Just as the original Gilded Age saw a small group of corporations amass enormous power at the expense of farmers, workers, and consumers, a handful of multinational agribusiness giants have similarly reshaped today's food system.
While historical antitrust actions such as the Sherman and Clayton antitrust acts sought to dismantle monopolistic control, modern-day consolidation has proven to be a challenging issue to address.
The food industry, in particular, has seen dramatic concentration across every stage of the supply chain, from seed production and agrochemicals to meatpacking and retail. As a result, farmers, especially those who are small-scale, are left with little bargaining power, consumers face higher prices and limited choices, and workers continue to be exploited under poor working conditions in specific industries and job classes.
This new gilded age mirrors many of the same problems that plagued the United States over a century ago, from the exploitation of labor to the concentration of wealth.
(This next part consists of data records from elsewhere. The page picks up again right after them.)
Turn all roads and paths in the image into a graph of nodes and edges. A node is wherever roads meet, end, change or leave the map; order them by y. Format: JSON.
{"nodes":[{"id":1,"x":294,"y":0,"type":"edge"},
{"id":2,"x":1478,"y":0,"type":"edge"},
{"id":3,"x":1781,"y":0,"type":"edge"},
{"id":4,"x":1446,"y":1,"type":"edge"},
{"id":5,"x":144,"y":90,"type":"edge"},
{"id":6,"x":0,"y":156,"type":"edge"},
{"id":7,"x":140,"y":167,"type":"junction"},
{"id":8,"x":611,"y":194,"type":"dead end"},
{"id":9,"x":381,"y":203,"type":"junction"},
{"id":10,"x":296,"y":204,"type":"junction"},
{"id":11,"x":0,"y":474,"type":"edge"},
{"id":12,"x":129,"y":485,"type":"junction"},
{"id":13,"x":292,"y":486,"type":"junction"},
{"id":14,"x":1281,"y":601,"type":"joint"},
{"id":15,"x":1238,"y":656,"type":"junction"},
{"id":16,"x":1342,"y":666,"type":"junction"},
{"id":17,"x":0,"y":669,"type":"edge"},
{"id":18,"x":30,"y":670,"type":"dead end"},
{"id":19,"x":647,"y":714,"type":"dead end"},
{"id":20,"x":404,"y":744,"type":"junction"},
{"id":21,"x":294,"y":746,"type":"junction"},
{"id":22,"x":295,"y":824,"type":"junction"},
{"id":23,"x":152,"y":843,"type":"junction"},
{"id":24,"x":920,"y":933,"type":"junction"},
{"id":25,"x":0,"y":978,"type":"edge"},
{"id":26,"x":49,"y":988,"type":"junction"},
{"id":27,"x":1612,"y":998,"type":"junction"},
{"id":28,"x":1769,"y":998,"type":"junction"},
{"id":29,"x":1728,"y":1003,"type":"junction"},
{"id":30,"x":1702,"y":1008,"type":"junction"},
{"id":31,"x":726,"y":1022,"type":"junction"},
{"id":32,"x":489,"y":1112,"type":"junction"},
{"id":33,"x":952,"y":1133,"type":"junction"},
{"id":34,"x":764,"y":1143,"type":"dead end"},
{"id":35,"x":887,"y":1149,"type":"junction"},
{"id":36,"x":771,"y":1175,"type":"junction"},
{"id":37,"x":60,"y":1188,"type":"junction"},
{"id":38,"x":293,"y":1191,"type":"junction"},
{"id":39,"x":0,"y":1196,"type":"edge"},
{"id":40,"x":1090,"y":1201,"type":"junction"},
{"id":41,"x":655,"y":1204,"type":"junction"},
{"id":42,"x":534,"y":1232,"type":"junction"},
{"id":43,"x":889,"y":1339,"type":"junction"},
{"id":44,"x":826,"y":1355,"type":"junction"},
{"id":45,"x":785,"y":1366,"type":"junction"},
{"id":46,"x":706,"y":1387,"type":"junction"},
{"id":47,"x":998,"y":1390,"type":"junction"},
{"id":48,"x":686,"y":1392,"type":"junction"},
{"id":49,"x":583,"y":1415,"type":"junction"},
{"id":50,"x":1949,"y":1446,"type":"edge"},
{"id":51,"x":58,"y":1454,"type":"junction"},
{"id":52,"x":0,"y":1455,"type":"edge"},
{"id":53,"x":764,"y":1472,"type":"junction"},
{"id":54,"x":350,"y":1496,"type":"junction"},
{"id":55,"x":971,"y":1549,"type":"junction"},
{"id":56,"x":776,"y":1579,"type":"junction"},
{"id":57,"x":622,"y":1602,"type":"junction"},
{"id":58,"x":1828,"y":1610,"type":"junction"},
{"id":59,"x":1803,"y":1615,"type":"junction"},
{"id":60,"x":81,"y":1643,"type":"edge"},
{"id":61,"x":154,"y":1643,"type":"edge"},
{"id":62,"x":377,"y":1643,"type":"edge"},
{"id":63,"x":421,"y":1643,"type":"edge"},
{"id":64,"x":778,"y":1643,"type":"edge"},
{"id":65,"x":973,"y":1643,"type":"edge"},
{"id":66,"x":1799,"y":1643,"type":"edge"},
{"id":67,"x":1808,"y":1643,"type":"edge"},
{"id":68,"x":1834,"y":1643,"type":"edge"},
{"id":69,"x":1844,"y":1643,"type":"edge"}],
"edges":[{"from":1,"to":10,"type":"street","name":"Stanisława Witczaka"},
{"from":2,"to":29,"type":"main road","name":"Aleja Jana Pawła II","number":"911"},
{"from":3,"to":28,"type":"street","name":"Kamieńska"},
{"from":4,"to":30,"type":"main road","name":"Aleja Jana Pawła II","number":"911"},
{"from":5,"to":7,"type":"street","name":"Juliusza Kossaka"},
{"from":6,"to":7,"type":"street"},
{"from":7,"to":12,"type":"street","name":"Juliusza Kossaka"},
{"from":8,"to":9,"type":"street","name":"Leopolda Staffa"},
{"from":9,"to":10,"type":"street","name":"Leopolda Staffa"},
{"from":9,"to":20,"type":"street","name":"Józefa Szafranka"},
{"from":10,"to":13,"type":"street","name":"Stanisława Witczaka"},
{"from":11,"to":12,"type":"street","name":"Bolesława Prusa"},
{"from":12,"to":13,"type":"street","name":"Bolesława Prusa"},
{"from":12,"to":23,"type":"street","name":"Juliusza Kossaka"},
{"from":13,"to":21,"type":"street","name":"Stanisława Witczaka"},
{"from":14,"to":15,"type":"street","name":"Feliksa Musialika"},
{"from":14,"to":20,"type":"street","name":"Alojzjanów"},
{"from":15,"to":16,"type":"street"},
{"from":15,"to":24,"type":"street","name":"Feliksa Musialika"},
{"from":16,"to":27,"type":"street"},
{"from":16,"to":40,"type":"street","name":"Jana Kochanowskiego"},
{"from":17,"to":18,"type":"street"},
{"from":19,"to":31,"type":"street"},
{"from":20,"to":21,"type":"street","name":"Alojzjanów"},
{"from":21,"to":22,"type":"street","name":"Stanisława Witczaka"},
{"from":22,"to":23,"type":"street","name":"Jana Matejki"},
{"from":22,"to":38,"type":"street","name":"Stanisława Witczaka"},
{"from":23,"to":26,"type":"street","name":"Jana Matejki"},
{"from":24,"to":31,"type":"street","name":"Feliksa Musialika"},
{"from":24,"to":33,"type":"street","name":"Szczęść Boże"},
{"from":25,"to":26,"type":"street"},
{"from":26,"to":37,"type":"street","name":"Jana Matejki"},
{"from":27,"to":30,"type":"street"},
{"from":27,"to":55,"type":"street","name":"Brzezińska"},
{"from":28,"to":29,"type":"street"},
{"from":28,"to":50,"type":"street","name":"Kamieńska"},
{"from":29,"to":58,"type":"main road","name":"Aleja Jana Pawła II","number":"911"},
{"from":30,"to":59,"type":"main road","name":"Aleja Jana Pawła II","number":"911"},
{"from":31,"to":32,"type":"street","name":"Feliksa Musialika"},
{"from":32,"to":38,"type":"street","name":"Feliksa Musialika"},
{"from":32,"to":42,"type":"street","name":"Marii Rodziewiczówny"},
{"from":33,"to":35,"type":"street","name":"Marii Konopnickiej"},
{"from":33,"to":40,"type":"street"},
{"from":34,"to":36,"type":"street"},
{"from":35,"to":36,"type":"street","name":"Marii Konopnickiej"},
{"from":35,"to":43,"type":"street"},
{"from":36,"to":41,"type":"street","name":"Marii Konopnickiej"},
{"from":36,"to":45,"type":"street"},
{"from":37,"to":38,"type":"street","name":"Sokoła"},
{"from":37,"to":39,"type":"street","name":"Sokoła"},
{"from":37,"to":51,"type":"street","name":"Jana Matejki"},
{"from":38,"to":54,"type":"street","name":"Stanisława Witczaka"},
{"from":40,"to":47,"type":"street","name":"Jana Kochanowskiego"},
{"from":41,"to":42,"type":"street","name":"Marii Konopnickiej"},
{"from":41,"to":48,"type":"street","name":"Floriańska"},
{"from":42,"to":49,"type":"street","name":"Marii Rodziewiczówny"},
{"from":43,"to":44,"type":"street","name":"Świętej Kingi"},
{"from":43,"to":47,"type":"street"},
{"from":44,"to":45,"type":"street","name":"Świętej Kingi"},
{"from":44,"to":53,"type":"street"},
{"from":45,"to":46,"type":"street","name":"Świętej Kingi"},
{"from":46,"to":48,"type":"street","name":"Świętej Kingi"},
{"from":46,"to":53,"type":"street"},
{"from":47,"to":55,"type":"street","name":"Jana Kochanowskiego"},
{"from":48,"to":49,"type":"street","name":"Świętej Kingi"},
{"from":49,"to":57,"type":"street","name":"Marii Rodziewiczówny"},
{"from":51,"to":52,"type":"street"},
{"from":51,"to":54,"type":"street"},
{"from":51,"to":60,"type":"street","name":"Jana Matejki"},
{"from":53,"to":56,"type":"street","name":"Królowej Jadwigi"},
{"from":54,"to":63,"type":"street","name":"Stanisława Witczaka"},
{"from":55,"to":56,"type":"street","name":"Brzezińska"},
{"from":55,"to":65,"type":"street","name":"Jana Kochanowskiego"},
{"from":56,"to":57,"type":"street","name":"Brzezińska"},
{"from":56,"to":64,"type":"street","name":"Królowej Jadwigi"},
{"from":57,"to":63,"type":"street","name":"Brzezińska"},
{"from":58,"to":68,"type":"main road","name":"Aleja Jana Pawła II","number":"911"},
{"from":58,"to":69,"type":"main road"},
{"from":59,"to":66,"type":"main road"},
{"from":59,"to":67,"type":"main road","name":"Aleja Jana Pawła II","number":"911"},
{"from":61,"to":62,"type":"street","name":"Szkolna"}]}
Yet, unlike the early 1900s, today's system is far more complex, global, and resistant to traditional antitrust action.
Large corporations not only dominate national markets, but their global reach complicates efforts to regulate them. The political influence wielded by these companies, coupled with weak antitrust enforcement, has created an environment where competition is stifled and where smaller, more ethical producers are unable to thrive.
However, there is hope for reform.
By revitalizing antitrust laws and holding corporations accountable for anti-competitive practices, the U.S. can begin to reinstate the kind of competition that the original antitrust laws sought to protect.
A number of nonprofits and coalitions are still actively pushing for stronger federal policies that support local and regional food systems, including many in our state of Vermont.
Supporting cooperative and worker-owned models, fostering sustainable food systems, and encouraging local agricultural initiatives can help disrupt the monopolistic control of the food industry and empower farmers, workers, and consumers alike.
Furthermore, international cooperation on antitrust and environmental standards will be essential in addressing the global nature of modern food systems.
Many have advocated for a new era of food-systems reform, not only as necessary but also as possible. By learning from history and taking decisive action, we can build a more equitable, sustainable, and resilient food system - one that values fairness, innovation, and the well-being of all stakeholders.
In doing so, we can avoid the pitfalls of another gilded age and chart a path toward a more-just and sustainable local food system for generations to come.
Let us all get behind this movement today - one that protects the environment, promotes soil health, and supports local communities and their economies.